> [EXERCISE DETAILS]
From the line containing "middle dip: (239, 176)" down to the final line of the entries below, return each line exactly and drop the pictures.

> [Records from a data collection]
*****

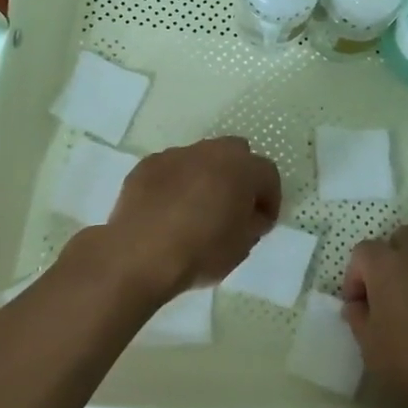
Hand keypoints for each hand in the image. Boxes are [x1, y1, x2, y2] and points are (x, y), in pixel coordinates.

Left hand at [104, 137, 280, 299]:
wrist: (137, 255)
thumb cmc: (199, 252)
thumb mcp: (241, 247)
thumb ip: (253, 223)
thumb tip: (252, 214)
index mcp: (241, 168)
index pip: (268, 174)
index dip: (270, 199)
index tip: (262, 223)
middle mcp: (210, 152)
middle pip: (236, 153)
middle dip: (239, 176)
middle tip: (233, 206)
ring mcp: (175, 155)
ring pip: (201, 158)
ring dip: (206, 176)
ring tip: (197, 208)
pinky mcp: (146, 165)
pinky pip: (171, 169)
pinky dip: (176, 183)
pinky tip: (168, 210)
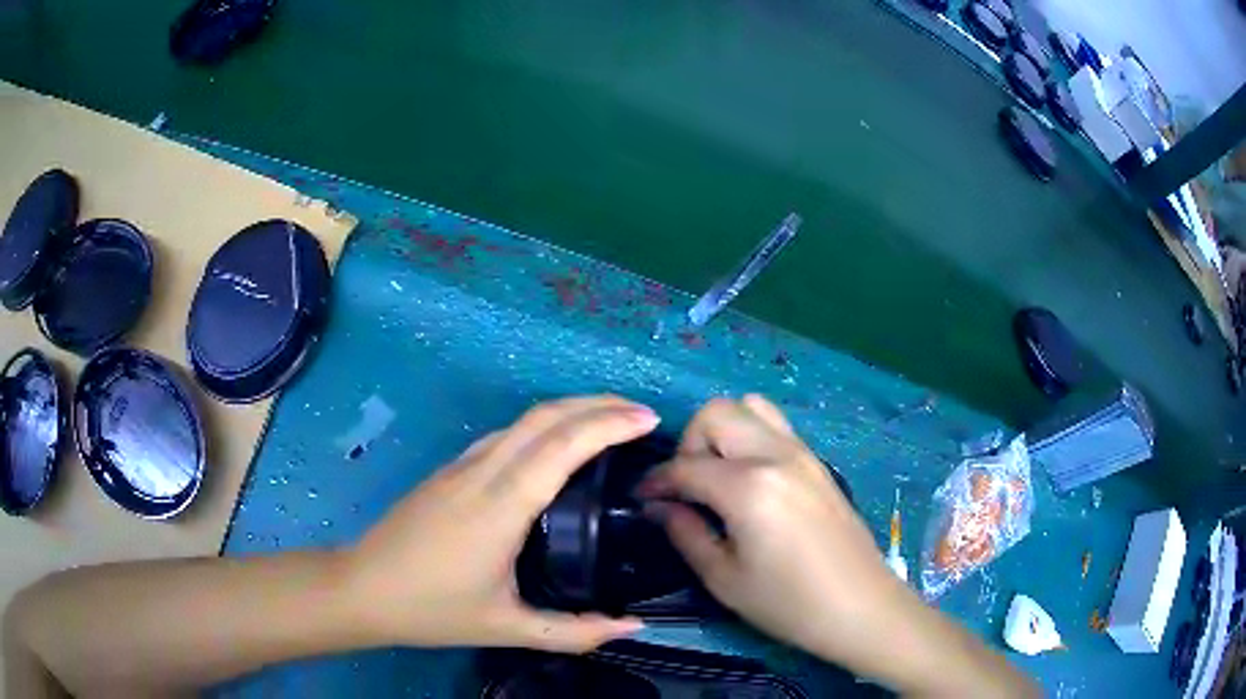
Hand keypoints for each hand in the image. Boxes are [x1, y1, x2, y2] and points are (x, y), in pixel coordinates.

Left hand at [344, 396, 655, 652]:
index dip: (608, 425)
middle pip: (544, 416)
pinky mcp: (449, 470)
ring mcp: (461, 466)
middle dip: (597, 404)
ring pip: (522, 420)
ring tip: (609, 422)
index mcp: (500, 507)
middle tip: (641, 413)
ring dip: (570, 410)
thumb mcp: (507, 629)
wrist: (362, 588)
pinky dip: (543, 426)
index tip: (649, 420)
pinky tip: (555, 447)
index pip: (561, 447)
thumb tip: (633, 627)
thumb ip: (575, 632)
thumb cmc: (432, 609)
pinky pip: (505, 435)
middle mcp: (482, 473)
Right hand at [640, 395, 913, 669]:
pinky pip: (775, 426)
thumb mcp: (724, 579)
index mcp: (749, 487)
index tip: (641, 498)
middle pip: (717, 412)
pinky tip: (748, 481)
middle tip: (686, 487)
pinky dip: (750, 437)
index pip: (686, 466)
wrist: (861, 607)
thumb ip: (684, 533)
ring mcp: (802, 453)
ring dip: (723, 432)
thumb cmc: (789, 604)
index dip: (655, 481)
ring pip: (750, 407)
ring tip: (718, 477)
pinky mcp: (818, 461)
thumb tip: (658, 506)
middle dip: (689, 443)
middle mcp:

*****

> [ANSWER TO THIS EXERCISE]
middle dip: (239, 176)
middle tip: (233, 206)
ring mcp: (175, 155)
ring pip: (201, 158)
ring dip: (206, 176)
ring tip: (197, 208)
pinky mcp: (146, 165)
pinky pip: (171, 169)
pinky dip: (176, 183)
pinky tip: (168, 210)
Hand keypoints for each hand in the image. Boxes are [x1, y1, x2, y2] and points are (x, y), in pixel coordinates.

Left hand at [344, 396, 655, 652]:
index dip: (608, 425)
middle pip: (544, 416)
pinky mcp: (449, 470)
ring mcp: (461, 466)
middle dip: (597, 404)
ring pip: (522, 420)
ring tip: (609, 422)
index mcp: (500, 507)
middle tip: (641, 413)
ring dip: (570, 410)
thumb mcp: (507, 629)
wrist: (362, 588)
pinky dip: (543, 426)
index tip: (649, 420)
pinky tip: (555, 447)
index pip: (561, 447)
thumb tip: (633, 627)
thumb ip: (575, 632)
thumb cmc: (432, 609)
pinky pip: (505, 435)
middle mcp: (482, 473)
Right hand at [640, 395, 913, 669]:
pinky pip: (775, 426)
thumb mcp: (724, 579)
index mcp: (749, 487)
index tip: (641, 498)
middle pip: (717, 412)
pinky tip: (748, 481)
middle tip: (686, 487)
pinky dip: (750, 437)
index pip: (686, 466)
wrist: (861, 607)
thumb ip: (684, 533)
ring mcp: (802, 453)
ring dip: (723, 432)
thumb cmc: (789, 604)
index dip: (655, 481)
ring pip: (750, 407)
ring tip: (718, 477)
pinky mcp: (818, 461)
thumb tip: (658, 506)
middle dip: (689, 443)
middle mcp:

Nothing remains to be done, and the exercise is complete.